Clinician's Commentary on Coghlan et al.1

Brenda Mori 1
PMCID: PMC5280049  PMID: 28191834

Who is applying and who is being admitted to Ontario Master of Physical Therapy university programs? These are the two important questions that are answered by Coghlan and colleagues' study.1 This unprecedented review and analysis is long overdue, and Coghlan and colleagues are to be commended for taking a comprehensive, thorough, and reflective approach to comparing Canadian population data with the demographic variables of all applicants to and students of selected Ontario English-language Master of Physical Therapy programs over a 10-year period. The authors are essentially asking (1) are we doing a good job of attracting applicants and admitting students considering provincial and national lenses on population demographics and (2) how can we do better?

This study generated some very interesting findings. Aside from physical therapy's being a female-dominated profession, the demographics of applicants and students are mostly representative of the diverse Canadian population, although the data also indicate that the number of Aboriginal applicants does not reflect the Canadian population. From 2004 to 2014, the number of men applying to and being admitted to physical therapy programs significantly increased, which has resulted in an increase in the number of men practising physical therapy. A trend exists wherein the proportion of male students is slightly less than that of male applicants (36% vs. 33%; 2014 data1). I'm interested in learning more about this. What might be some factors that contribute to this trend?

For the most part, students applying to English-speaking Master of Physical Therapy programmes come from southern Ontario, typically from large urban population centres, and the proportion of students across geographical regions and population centre size is similar to that of applicants. As Coghlan and colleagues1 noted, applicants and students from British Columbia outnumber those from all other provinces (other than Ontario); they offer potential explanations for this finding in their Discussion section. Across the 10 years of data, the proportion of total physiotherapy students who self-declared as Aboriginal was slightly higher than the proportion of total applicants who self-declared as Aboriginal. However, the proportion of applicants who self-declared as Aboriginal was less than that in the total population (4.3% in Canada and 2.4% in Ontario).2 The authors offer several potential hypotheses for this difference and also identify it as an area for future research. For example, should universities engage with Aboriginal communities to explore the potential of increasing efforts to recruit Aboriginal students to apply to Ontario physiotherapy programs, or should they specifically reserve seats for those who self-declare as Aboriginal and meet the entrance requirements? Efforts to increase the proportion of self-declared Aboriginal physical therapy students to match their proportion of the national population would also match the recommendations of Honouring the Truth, Reconciling for the Future: Summary of the Final Report of the Truth and Reconciliation Commission of Canada3 that strategies be developed to eliminate education and employment gaps between Aboriginal and non-Aboriginal Canadians and to increase the number and retention of Aboriginal professionals working in the health care field.

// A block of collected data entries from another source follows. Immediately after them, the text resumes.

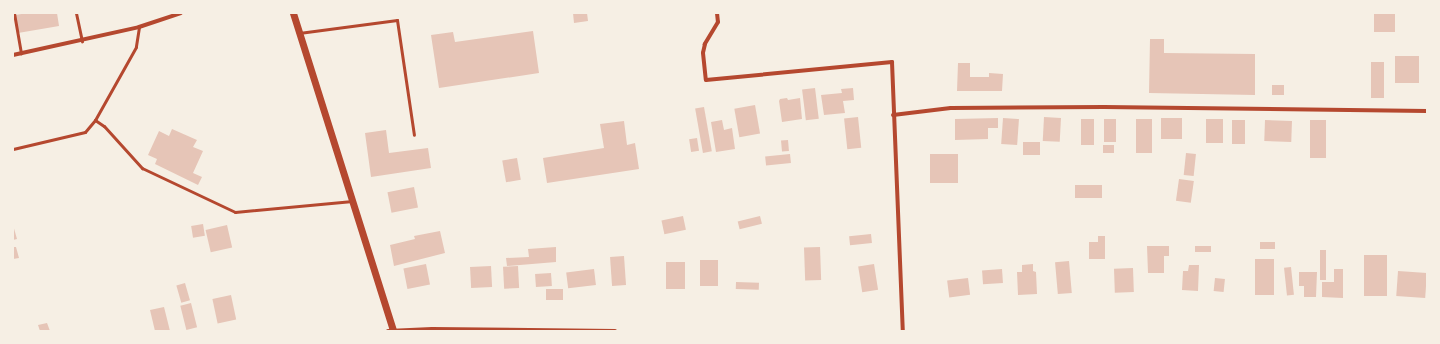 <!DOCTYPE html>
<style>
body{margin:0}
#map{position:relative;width:1440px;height:344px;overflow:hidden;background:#f6efe4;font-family:"Noto Serif",serif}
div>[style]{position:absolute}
.building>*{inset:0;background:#e6c5b7;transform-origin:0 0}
.service>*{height:3px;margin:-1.5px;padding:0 1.5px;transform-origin:1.5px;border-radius:1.5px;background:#b5482f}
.minor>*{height:4px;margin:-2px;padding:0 2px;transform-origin:2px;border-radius:2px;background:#b5482f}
.tertiary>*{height:7px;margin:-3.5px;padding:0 3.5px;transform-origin:3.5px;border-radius:3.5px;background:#b5482f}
span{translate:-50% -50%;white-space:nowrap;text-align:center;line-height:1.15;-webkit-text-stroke:3px #f6efe4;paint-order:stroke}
.frame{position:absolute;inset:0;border:14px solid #f6efe4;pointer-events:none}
</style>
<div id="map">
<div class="building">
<div style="clip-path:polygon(28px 13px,57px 13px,59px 26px,18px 33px,15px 15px)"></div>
<div style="clip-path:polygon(573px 13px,587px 13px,588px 21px,574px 23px)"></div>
<div style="left:1374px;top:13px;width:21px;height:19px"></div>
<div style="clip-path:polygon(533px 31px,539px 73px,439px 88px,431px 35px,453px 32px,455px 42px)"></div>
<div style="clip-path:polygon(1150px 39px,1164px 39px,1164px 53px,1255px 54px,1255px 95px,1149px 93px)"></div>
<div style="left:1395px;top:56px;width:24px;height:27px"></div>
<div style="left:1384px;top:62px;width:36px;height:13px;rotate:90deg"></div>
<div style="clip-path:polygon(958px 63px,970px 63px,970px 77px,989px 77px,989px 73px,1003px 74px,1002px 91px,957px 91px)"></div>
<div style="left:1284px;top:85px;width:10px;height:12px;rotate:90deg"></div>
<div style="left:815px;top:88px;width:31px;height:13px;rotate:83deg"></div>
<div style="clip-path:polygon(853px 88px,854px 100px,843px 101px,845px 113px,824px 115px,821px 95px,842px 93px,841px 89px)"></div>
<div style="clip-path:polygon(787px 98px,788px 100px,800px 98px,802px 119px,782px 122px,779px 101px,780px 99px)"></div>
<div style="left:755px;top:105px;width:29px;height:21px;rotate:80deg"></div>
<div style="left:704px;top:107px;width:45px;height:9px;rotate:80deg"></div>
<div style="left:858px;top:117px;width:31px;height:14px;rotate:84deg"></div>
<div style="left:1044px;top:117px;width:17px;height:24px;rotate:3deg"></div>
<div style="clip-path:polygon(998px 118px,998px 128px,988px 128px,988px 139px,955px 140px,955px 119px)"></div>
<div style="left:1003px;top:118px;width:16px;height:26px;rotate:4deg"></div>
<div style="left:1161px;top:118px;width:21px;height:21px"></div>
<div style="left:1081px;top:119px;width:13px;height:26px"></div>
<div style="left:1104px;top:119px;width:12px;height:23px"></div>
<div style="left:1136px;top:119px;width:16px;height:34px"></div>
<div style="left:1206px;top:119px;width:17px;height:24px"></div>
<div style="clip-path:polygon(722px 120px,724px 130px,732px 128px,735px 149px,716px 152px,711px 122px)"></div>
<div style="left:1232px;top:120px;width:13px;height:24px"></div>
<div style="left:1265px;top:120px;width:27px;height:21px;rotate:2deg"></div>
<div style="left:1310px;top:120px;width:16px;height:38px"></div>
<div style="clip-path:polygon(624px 121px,627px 145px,635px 143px,639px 169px,547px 183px,543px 158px,604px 148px,600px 124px)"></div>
<div style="clip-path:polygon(172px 129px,197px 140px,193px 147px,203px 151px,193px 173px,202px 177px,198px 185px,155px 164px,157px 159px,148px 155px,159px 131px,169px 136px)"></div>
<div style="clip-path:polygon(386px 130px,389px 153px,428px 148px,431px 168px,371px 177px,365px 133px)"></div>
<div style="left:697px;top:138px;width:13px;height:8px;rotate:81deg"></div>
<div style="left:788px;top:140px;width:11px;height:7px;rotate:85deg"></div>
<div style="left:1023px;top:142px;width:17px;height:13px"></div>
<div style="left:1114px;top:145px;width:8px;height:11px;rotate:90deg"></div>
<div style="left:1186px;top:153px;width:10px;height:22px;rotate:6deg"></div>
<div style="left:790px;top:154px;width:9px;height:25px;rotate:84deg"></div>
<div style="left:958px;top:154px;width:29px;height:28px;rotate:90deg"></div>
<div style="left:517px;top:158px;width:22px;height:15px;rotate:80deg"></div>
<div style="left:1179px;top:179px;width:15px;height:22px;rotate:8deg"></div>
<div style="left:1075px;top:185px;width:27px;height:13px"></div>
<div style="left:414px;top:187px;width:21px;height:27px;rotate:79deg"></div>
<div style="left:683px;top:216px;width:14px;height:22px;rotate:78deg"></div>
<div style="left:760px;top:216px;width:8px;height:23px;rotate:76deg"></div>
<div style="left:203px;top:224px;width:12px;height:12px;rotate:81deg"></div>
<div style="clip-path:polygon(13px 225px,17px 239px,13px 240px)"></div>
<div style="left:227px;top:225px;width:23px;height:22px;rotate:77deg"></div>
<div style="clip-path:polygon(440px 231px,445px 253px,394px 266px,390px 245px,415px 239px,414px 236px)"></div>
<div style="left:871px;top:234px;width:9px;height:22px;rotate:84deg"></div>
<div style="clip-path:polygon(1098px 236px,1105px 236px,1105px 259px,1089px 259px,1089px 242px,1098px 242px)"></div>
<div style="left:1260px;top:242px;width:15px;height:7px"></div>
<div style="clip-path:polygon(1147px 246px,1169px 246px,1169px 256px,1164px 256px,1164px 273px,1148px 273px)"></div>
<div style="left:1195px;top:246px;width:16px;height:6px"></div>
<div style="clip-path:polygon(13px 247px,16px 247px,19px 258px,13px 259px)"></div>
<div style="clip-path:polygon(556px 247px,556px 262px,507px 266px,506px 258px,529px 257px,528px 249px)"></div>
<div style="left:820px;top:247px;width:33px;height:16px;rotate:88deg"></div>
<div style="left:1320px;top:250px;width:6px;height:30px"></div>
<div style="left:1364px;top:255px;width:23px;height:41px"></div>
<div style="left:624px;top:256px;width:29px;height:14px;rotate:86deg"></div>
<div style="left:1255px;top:259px;width:19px;height:36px"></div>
<div style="left:700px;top:260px;width:18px;height:26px"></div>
<div style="left:1069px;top:261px;width:32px;height:14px;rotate:85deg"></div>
<div style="left:685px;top:262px;width:27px;height:19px;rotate:90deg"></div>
<div style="left:426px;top:264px;width:21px;height:23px;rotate:79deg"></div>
<div style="left:874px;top:264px;width:26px;height:16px;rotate:81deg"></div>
<div style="clip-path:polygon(1033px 264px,1033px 271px,1036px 272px,1037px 294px,1018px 295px,1017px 272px,1022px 272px,1022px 265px)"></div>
<div style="clip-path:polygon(1189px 265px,1199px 265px,1198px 291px,1182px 290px,1183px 271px,1188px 271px)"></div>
<div style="left:491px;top:266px;width:21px;height:21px;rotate:87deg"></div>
<div style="left:518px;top:266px;width:22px;height:15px;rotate:87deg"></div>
<div style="left:1291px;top:267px;width:28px;height:7px;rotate:84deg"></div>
<div style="left:1133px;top:268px;width:24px;height:19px;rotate:88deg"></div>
<div style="left:594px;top:269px;width:16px;height:28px;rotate:83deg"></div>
<div style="left:1002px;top:269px;width:14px;height:20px;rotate:86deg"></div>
<div style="clip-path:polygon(1334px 269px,1343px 269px,1343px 298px,1322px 297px,1322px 282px,1334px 282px)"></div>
<div style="left:1398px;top:271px;width:29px;height:25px;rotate:4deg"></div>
<div style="clip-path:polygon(1299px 272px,1317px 272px,1316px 297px,1304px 297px,1304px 286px,1299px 286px)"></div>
<div style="left:551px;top:273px;width:13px;height:16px;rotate:86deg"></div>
<div style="left:968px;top:278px;width:17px;height:21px;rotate:83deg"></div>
<div style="left:1215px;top:278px;width:10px;height:13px;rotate:6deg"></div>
<div style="left:736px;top:282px;width:23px;height:7px;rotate:2deg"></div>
<div style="left:185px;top:283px;width:18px;height:9px;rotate:74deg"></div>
<div style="left:563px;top:289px;width:11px;height:17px;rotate:90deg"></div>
<div style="left:231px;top:295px;width:25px;height:19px;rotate:78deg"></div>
<div style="left:191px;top:303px;width:25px;height:11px;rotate:76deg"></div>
<div style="clip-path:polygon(164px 307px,170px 331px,155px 331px,150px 310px)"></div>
<div style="clip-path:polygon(47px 323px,50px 331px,40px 331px,38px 325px)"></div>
</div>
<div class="service">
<div style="left:14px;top:13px;width:41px;rotate:80.1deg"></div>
<div style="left:76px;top:13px;width:29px;rotate:78deg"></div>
<div style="left:139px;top:27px;width:20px;rotate:99deg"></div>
<div style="left:136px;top:47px;width:84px;rotate:119.3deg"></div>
<div style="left:95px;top:120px;width:11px;rotate:34deg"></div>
<div style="left:104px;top:126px;width:57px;rotate:47.9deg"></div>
<div style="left:142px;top:168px;width:103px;rotate:25.3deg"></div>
<div style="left:235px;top:212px;width:118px;rotate:-5.4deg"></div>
<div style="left:299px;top:33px;width:99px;rotate:-7.6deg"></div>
<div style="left:397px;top:20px;width:116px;rotate:81.6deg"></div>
<div style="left:13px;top:149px;width:74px;rotate:-13.3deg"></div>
<div style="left:85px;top:132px;width:16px;rotate:-50deg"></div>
</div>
<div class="minor">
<div style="left:717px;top:13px;width:9px;rotate:84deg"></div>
<div style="left:718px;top:22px;width:26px;rotate:121deg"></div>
<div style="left:705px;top:44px;width:9px;rotate:103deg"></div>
<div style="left:703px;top:53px;width:27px;rotate:84deg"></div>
<div style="left:706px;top:80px;width:187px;rotate:-5.5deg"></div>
<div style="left:892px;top:62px;width:269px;rotate:87.7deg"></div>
<div style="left:13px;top:55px;width:129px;rotate:-12.5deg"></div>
<div style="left:139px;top:27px;width:44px;rotate:-18.4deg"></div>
<div style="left:893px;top:115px;width:58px;rotate:-6.9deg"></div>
<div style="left:951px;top:108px;width:153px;rotate:-0.4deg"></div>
<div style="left:1104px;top:107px;width:323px;rotate:0.7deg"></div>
<div style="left:388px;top:331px;width:44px;rotate:-2.6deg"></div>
<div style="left:432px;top:329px;width:183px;rotate:0.6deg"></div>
</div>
<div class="tertiary">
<div style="left:293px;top:13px;width:333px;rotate:72.5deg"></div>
</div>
<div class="frame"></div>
</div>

The number of applicants who self-identified as having immigrant status was similar to that of the foreign-born Canadian population and slightly higher than the number of students who identified as having immigrant status. It is important to explore whether this difference is the result of not meeting admission requirements, having challenges with the English language, or differences in grade-point average calculations, as suggested by the authors, or whether other factors in the admission process are challenging applicants and keeping them from becoming students.

Coghlan and colleagues1 are to be commended for their exceptional efforts in incorporating and analyzing national and provincial databases to reflectively and critically review the admissions process of four Ontario Master of Physical Therapy programs to begin to understand the diversity and composition of physical therapy applicants and students in Ontario, which ultimately has an impact on the physical therapy workforce.